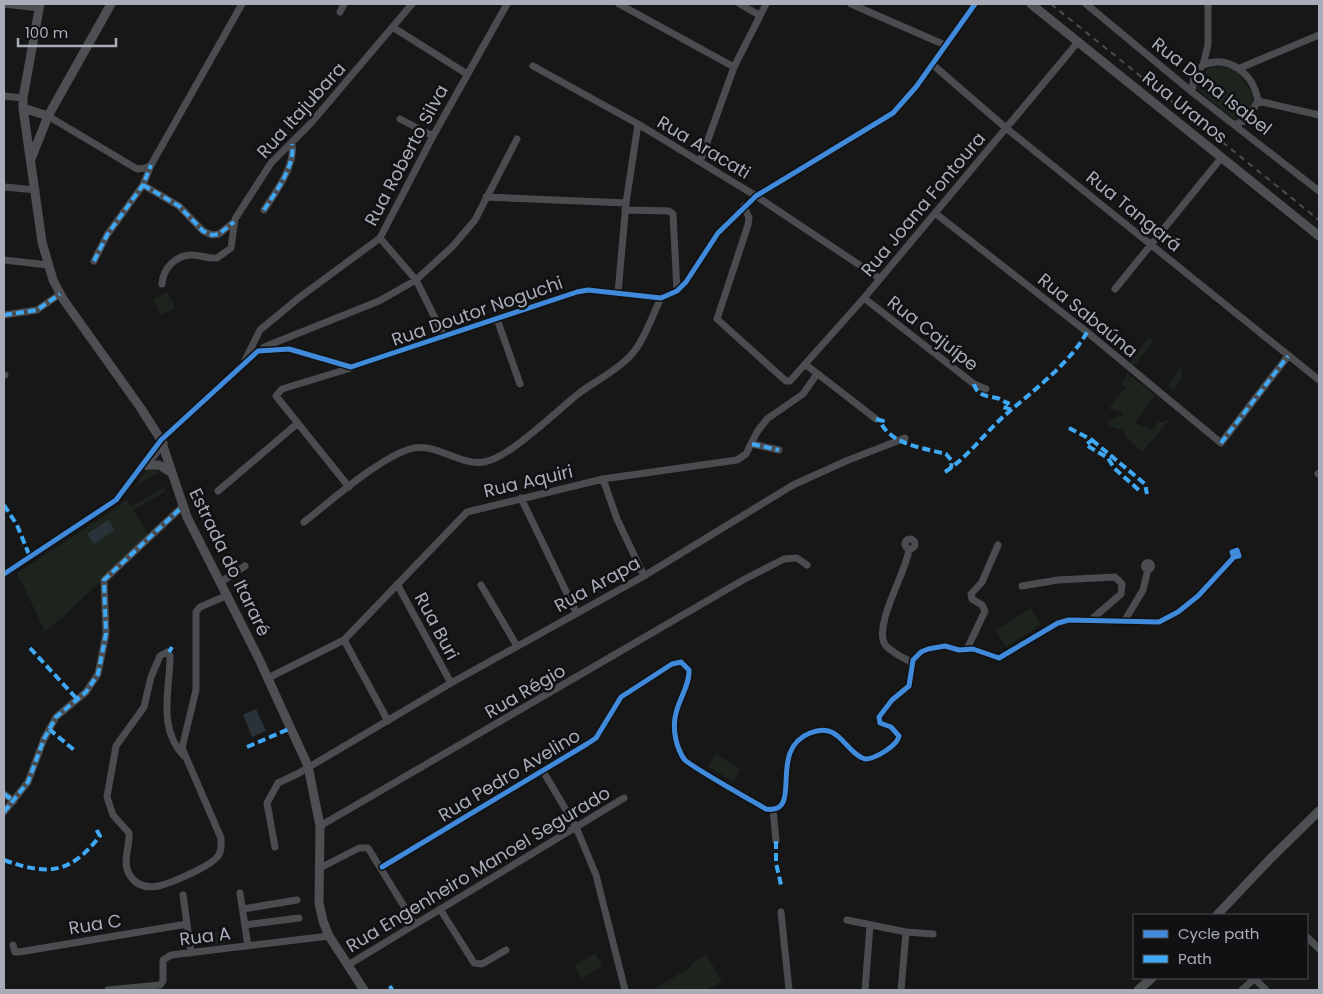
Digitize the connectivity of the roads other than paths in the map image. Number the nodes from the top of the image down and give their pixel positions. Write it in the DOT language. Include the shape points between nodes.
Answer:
graph roads {
  1 [pos="4,4"];
  2 [pos="111,4"];
  3 [pos="242,4"];
  4 [pos="344,4"];
  5 [pos="412,4"];
  6 [pos="507,4"];
  7 [pos="619,4"];
  8 [pos="740,4"];
  9 [pos="766,4"];
  10 [pos="851,4"];
  11 [pos="975,4"];
  12 [pos="1031,4"];
  13 [pos="1086,4"];
  14 [pos="1208,4"];
  15 [pos="39,6"];
  16 [pos="340,12"];
  17 [pos="759,15"];
  18 [pos="394,28"];
  19 [pos="1319,35"];
  20 [pos="1078,42"];
  21 [pos="945,46"];
  22 [pos="932,64"];
  23 [pos="1203,65"];
  24 [pos="534,66"];
  25 [pos="734,67"];
  26 [pos="1240,68"];
  27 [pos="467,74"];
  28 [pos="1194,75"];
  29 [pos="1178,80"];
  30 [pos="1192,92"];
  31 [pos="4,96"];
  32 [pos="1258,101"];
  33 [pos="23,103"];
  34 [pos="1319,114"];
  35 [pos="48,116"];
  36 [pos="400,119"];
  37 [pos="638,124"];
  38 [pos="1236,124"];
  39 [pos="1006,128"];
  40 [pos="433,136"];
  41 [pos="517,139"];
  42 [pos="292,144"];
  43 [pos="1222,157"];
  44 [pos="30,162"];
  45 [pos="700,162"];
  46 [pos="151,165"];
  47 [pos="143,185"];
  48 [pos="4,187"];
  49 [pos="36,190"];
  50 [pos="1319,191"];
  51 [pos="756,196"];
  52 [pos="486,197"];
  53 [pos="626,206"];
  54 [pos="744,206"];
  55 [pos="264,210"];
  56 [pos="935,213"];
  57 [pos="234,222"];
  58 [pos="1319,236"];
  59 [pos="380,238"];
  60 [pos="1150,243"];
  61 [pos="4,260"];
  62 [pos="94,261"];
  63 [pos="48,265"];
  64 [pos="880,278"];
  65 [pos="416,280"];
  66 [pos="162,284"];
  67 [pos="1115,288"];
  68 [pos="677,290"];
  69 [pos="618,293"];
  70 [pos="60,294"];
  71 [pos="661,298"];
  72 [pos="864,298"];
  73 [pos="4,315"];
  74 [pos="497,319"];
  75 [pos="444,336"];
  76 [pos="258,350"];
  77 [pos="1288,356"];
  78 [pos="245,361"];
  79 [pos="805,364"];
  80 [pos="351,368"];
  81 [pos="817,374"];
  82 [pos="1319,380"];
  83 [pos="520,384"];
  84 [pos="986,389"];
  85 [pos="876,419"];
  86 [pos="298,423"];
  87 [pos="905,438"];
  88 [pos="162,443"];
  89 [pos="752,444"];
  90 [pos="779,450"];
  91 [pos="143,467"];
  92 [pos="172,473"];
  93 [pos="603,480"];
  94 [pos="349,487"];
  95 [pos="218,491"];
  96 [pos="521,498"];
  97 [pos="182,506"];
  98 [pos="304,522"];
  99 [pos="998,545"];
  100 [pos="910,549"];
  101 [pos="1234,557"];
  102 [pos="807,565"];
  103 [pos="245,566"];
  104 [pos="1148,569"];
  105 [pos="4,574"];
  106 [pos="644,576"];
  107 [pos="221,582"];
  108 [pos="397,584"];
  109 [pos="481,585"];
  110 [pos="1022,586"];
  111 [pos="228,595"];
  112 [pos="576,612"];
  113 [pos="1092,619"];
  114 [pos="1125,620"];
  115 [pos="344,640"];
  116 [pos="517,646"];
  117 [pos="968,649"];
  118 [pos="913,663"];
  119 [pos="268,678"];
  120 [pos="451,683"];
  121 [pos="388,721"];
  122 [pos="184,756"];
  123 [pos="308,766"];
  124 [pos="543,771"];
  125 [pos="4,794"];
  126 [pos="624,798"];
  127 [pos="14,801"];
  128 [pos="773,809"];
  129 [pos="1319,811"];
  130 [pos="4,812"];
  131 [pos="320,826"];
  132 [pos="576,827"];
  133 [pos="776,841"];
  134 [pos="275,847"];
  135 [pos="382,867"];
  136 [pos="320,868"];
  137 [pos="240,893"];
  138 [pos="183,895"];
  139 [pos="298,900"];
  140 [pos="243,909"];
  141 [pos="440,909"];
  142 [pos="781,912"];
  143 [pos="1218,914"];
  144 [pos="299,918"];
  145 [pos="847,920"];
  146 [pos="187,924"];
  147 [pos="415,924"];
  148 [pos="245,925"];
  149 [pos="870,925"];
  150 [pos="906,932"];
  151 [pos="933,934"];
  152 [pos="329,936"];
  153 [pos="1308,937"];
  154 [pos="13,945"];
  155 [pos="248,946"];
  156 [pos="1319,949"];
  157 [pos="506,950"];
  158 [pos="191,953"];
  159 [pos="348,965"];
  160 [pos="1151,979"];
  161 [pos="1253,979"];
  162 [pos="1255,979"];
  163 [pos="108,990"];
  164 [pos="364,990"];
  165 [pos="625,990"];
  166 [pos="789,990"];
  167 [pos="865,990"];
  168 [pos="901,990"];
  169 [pos="1138,990"];
  170 [pos="1242,990"];
  171 [pos="1266,990"];
  1 -- 15 [label="street"];
  2 -- 35 [label="main road"];
  3 -- 46 [label="street"];
  4 -- 16 [label="street"];
  5 -- 18 [label="street, Rua Itajubara"];
  6 -- 27 [label="street, Rua Roberto Silva"];
  7 -- 25 [label="street"];
  8 -- 17 [label="street"];
  9 -- 17 [label="street"];
  10 -- 21 [label="street"];
  11 -- 21 [label="street"];
  12 -- 20 [label="main road, Rua Uranos"];
  13 -- 29 [label="street, Rua Dona Isabel"];
  14 -- 23 [label="street" via="1208,45"];
  15 -- 33 [label="main road, Estrada do Itararé"];
  17 -- 25 [label="street"];
  18 -- 27 [label="street"];
  18 -- 42 [label="street, Rua Itajubara"];
  19 -- 26 [label="street"];
  20 -- 39 [label="street, Rua Joana Fontoura"];
  20 -- 43 [label="main road, Rua Uranos"];
  21 -- 22 [label="street"];
  22 -- 39 [label="street, Rua Tangará"];
  22 -- 51 [label="street" via="893,113"];
  23 -- 26 [label="street" via="1224,62"];
  23 -- 28 [label="street"];
  24 -- 37 [label="street, Rua Aracati"];
  25 -- 45 [label="street"];
  26 -- 32 [label="street"];
  27 -- 40 [label="street, Rua Roberto Silva"];
  28 -- 29 [label="street"];
  28 -- 30 [label="street"];
  29 -- 30 [label="street, Rua Dona Isabel"];
  30 -- 38 [label="street, Rua Dona Isabel"];
  31 -- 33 [label="street"];
  32 -- 34 [label="street"];
  32 -- 38 [label="street" via="1247,120"];
  33 -- 35 [label="main road"];
  33 -- 44 [label="main road, Estrada do Itararé"];
  35 -- 44 [label="main road"];
  35 -- 46 [label="street" via="137,169"];
  36 -- 40 [label="street"];
  37 -- 45 [label="street, Rua Aracati"];
  37 -- 53 [label="street"];
  38 -- 50 [label="street, Rua Dona Isabel"];
  39 -- 56 [label="street, Rua Joana Fontoura"];
  39 -- 60 [label="street, Rua Tangará"];
  40 -- 59 [label="street, Rua Roberto Silva"];
  41 -- 52 [label="street"];
  42 -- 55 [label="street" via="292,157"];
  42 -- 57 [label="street, Rua Itajubara" via="271,164"];
  43 -- 58 [label="main road, Rua Uranos"];
  43 -- 60 [label="street"];
  44 -- 49 [label="main road, Estrada do Itararé"];
  45 -- 51 [label="street, Rua Aracati"];
  46 -- 47 [label="street"];
  47 -- 57 [label="street" via="179,206 206,233 219,234"];
  47 -- 62 [label="street"];
  48 -- 49 [label="street"];
  49 -- 63 [label="main road, Estrada do Itararé"];
  51 -- 54 [label="street"];
  51 -- 64 [label="street, Rua Aracati"];
  52 -- 53 [label="street"];
  52 -- 65 [label="street" via="467,230"];
  53 -- 68 [label="street" via="673,214"];
  53 -- 69 [label="street"];
  54 -- 68 [label="street" via="718,233"];
  54 -- 79 [label="street, Rua Joana Fontoura" via="748,224 718,319 786,381 790,381"];
  56 -- 64 [label="street, Rua Joana Fontoura"];
  56 -- 77 [label="street, Rua Sabaúna" via="1087,332 1221,443"];
  57 -- 66 [label="street, Rua Itajubara" via="232,244 227,252 217,258 190,255 178,259 166,268"];
  59 -- 65 [label="street"];
  59 -- 78 [label="street, Rua Roberto Silva" via="300,296 260,330"];
  60 -- 67 [label="street"];
  60 -- 77 [label="street, Rua Tangará"];
  61 -- 63 [label="street"];
  63 -- 70 [label="main road, Estrada do Itararé"];
  64 -- 72 [label="street, Rua Joana Fontoura"];
  65 -- 75 [label="street"];
  65 -- 76 [label="street" via="379,300"];
  68 -- 71 [label="street"];
  69 -- 71 [label="street, Rua Doutor Noguchi"];
  69 -- 74 [label="street, Rua Doutor Noguchi" via="582,291"];
  70 -- 73 [label="street" via="37,310"];
  70 -- 88 [label="main road, Estrada do Itararé"];
  71 -- 94 [label="street" via="628,359 577,394 502,454 475,463 425,448 411,448"];
  72 -- 79 [label="street, Rua Joana Fontoura"];
  72 -- 84 [label="street, Rua Cajuípe" via="974,384"];
  74 -- 75 [label="street, Rua Doutor Noguchi"];
  74 -- 83 [label="street"];
  75 -- 80 [label="street, Rua Doutor Noguchi"];
  76 -- 78 [label="street"];
  76 -- 80 [label="street" via="289,349"];
  77 -- 82 [label="street, Rua Tangará"];
  78 -- 88 [label="street"];
  79 -- 81 [label="street"];
  80 -- 86 [label="street, Rua Doutor Noguchi" via="282,389 276,396"];
  81 -- 85 [label="street"];
  81 -- 89 [label="street, Rua Aquiri" via="802,394 767,419"];
  86 -- 94 [label="street"];
  86 -- 95 [label="street"];
  87 -- 106 [label="street, Rua Arapa" via="793,485"];
  88 -- 91 [label="street"];
  88 -- 92 [label="main road, Estrada do Itararé"];
  89 -- 90 [label="street"];
  89 -- 93 [label="street, Rua Aquiri" via="746,454 731,461"];
  91 -- 92 [label="main road" via="159,465"];
  91 -- 105 [label="street" via="123,493 107,507"];
  92 -- 97 [label="main road, Estrada do Itararé"];
  93 -- 96 [label="street, Rua Aquiri"];
  93 -- 106 [label="street"];
  94 -- 98 [label="street"];
  96 -- 108 [label="street, Rua Aquiri" via="473,509 461,516"];
  96 -- 112 [label="street"];
  97 -- 107 [label="main road, Estrada do Itararé"];
  97 -- 127 [label="street" via="105,578 106,634 98,674 86,692 56,717 28,782"];
  99 -- 117 [label="street" via="982,582 971,596 985,611"];
  100 -- 118 [label="street" via="888,605 884,640 887,646"];
  101 -- 114 [label="street" via="1208,588 1178,612 1157,623"];
  102 -- 131 [label="street, Rua Régio" via="797,558 784,559 744,580"];
  103 -- 107 [label="street"];
  104 -- 114 [label="street" via="1143,590"];
  106 -- 112 [label="street, Rua Arapa"];
  107 -- 111 [label="main road, Estrada do Itararé"];
  108 -- 115 [label="street, Rua Aquiri"];
  108 -- 120 [label="street, Rua Buri"];
  109 -- 116 [label="street"];
  110 -- 113 [label="street" via="1058,580 1115,577 1122,584 1121,594"];
  111 -- 119 [label="main road, Estrada do Itararé"];
  111 -- 122 [label="street" via="200,607 194,617 196,690 182,742"];
  112 -- 116 [label="street, Rua Arapa"];
  113 -- 114 [label="street"];
  113 -- 117 [label="street" via="1063,621 999,658"];
  115 -- 119 [label="street, Rua Aquiri"];
  115 -- 121 [label="street"];
  116 -- 120 [label="street, Rua Arapa"];
  117 -- 118 [label="street" via="928,648 917,654"];
  118 -- 128 [label="street" via="909,686 879,717 880,723 896,731 895,743 865,759 844,740 829,732 815,731 802,736 788,755 786,799"];
  119 -- 123 [label="main road, Estrada do Itararé"];
  120 -- 121 [label="street, Rua Arapa"];
  121 -- 123 [label="street, Rua Arapa"];
  122 -- 122 [label="street" via="221,838 221,852 213,861 174,881 156,886 141,885 129,873 126,860 128,833 113,815 107,793 116,746 144,707 151,677 160,656 167,652 170,656 167,723 173,742"];
  123 -- 131 [label="main road, Estrada do Itararé"];
  123 -- 134 [label="street, Rua Arapa" via="278,783 269,797"];
  124 -- 128 [label="street, Rua Pedro Avelino" via="596,738 615,704 630,689 680,662 686,665 690,676 678,704 674,725 684,760 766,809"];
  124 -- 132 [label="street"];
  124 -- 135 [label="street, Rua Pedro Avelino"];
  125 -- 127 [label="street"];
  126 -- 132 [label="street, Rua Engenheiro Manoel Segurado"];
  127 -- 130 [label="street"];
  128 -- 133 [label="street"];
  129 -- 143 [label="main road"];
  131 -- 136 [label="main road, Estrada do Itararé"];
  132 -- 141 [label="street, Rua Engenheiro Manoel Segurado"];
  132 -- 165 [label="street" via="596,875"];
  135 -- 136 [label="street" via="372,850 364,846"];
  135 -- 147 [label="street"];
  136 -- 152 [label="main road, Estrada do Itararé" via="320,903"];
  137 -- 140 [label="street"];
  138 -- 146 [label="street"];
  139 -- 140 [label="street"];
  140 -- 148 [label="street"];
  141 -- 147 [label="street, Rua Engenheiro Manoel Segurado"];
  141 -- 157 [label="street" via="474,964 482,964"];
  142 -- 166 [label="street"];
  144 -- 148 [label="street"];
  145 -- 149 [label="street"];
  146 -- 154 [label="street, Rua C" via="19,952 14,952"];
  146 -- 158 [label="street"];
  147 -- 159 [label="street, Rua Engenheiro Manoel Segurado"];
  148 -- 155 [label="street"];
  149 -- 150 [label="street"];
  149 -- 167 [label="street"];
  150 -- 151 [label="street"];
  150 -- 168 [label="street"];
  152 -- 155 [label="street, Rua A"];
  152 -- 159 [label="main road, Estrada do Itararé"];
  153 -- 156 [label="street"];
  155 -- 158 [label="street, Rua A"];
  158 -- 163 [label="street, Rua A" via="165,958 160,985"];
  159 -- 164 [label="main road, Estrada do Itararé"];
  160 -- 169 [label="main road"];
  161 -- 170 [label="street"];
  162 -- 171 [label="street"];
}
-----
**Required work**: Find the word "Roberto" in the entries. Copy each line that holds it.

**Exercise output**:
  6 -- 27 [label="street, Rua Roberto Silva"];
  27 -- 40 [label="street, Rua Roberto Silva"];
  40 -- 59 [label="street, Rua Roberto Silva"];
  59 -- 78 [label="street, Rua Roberto Silva" via="300,296 260,330"];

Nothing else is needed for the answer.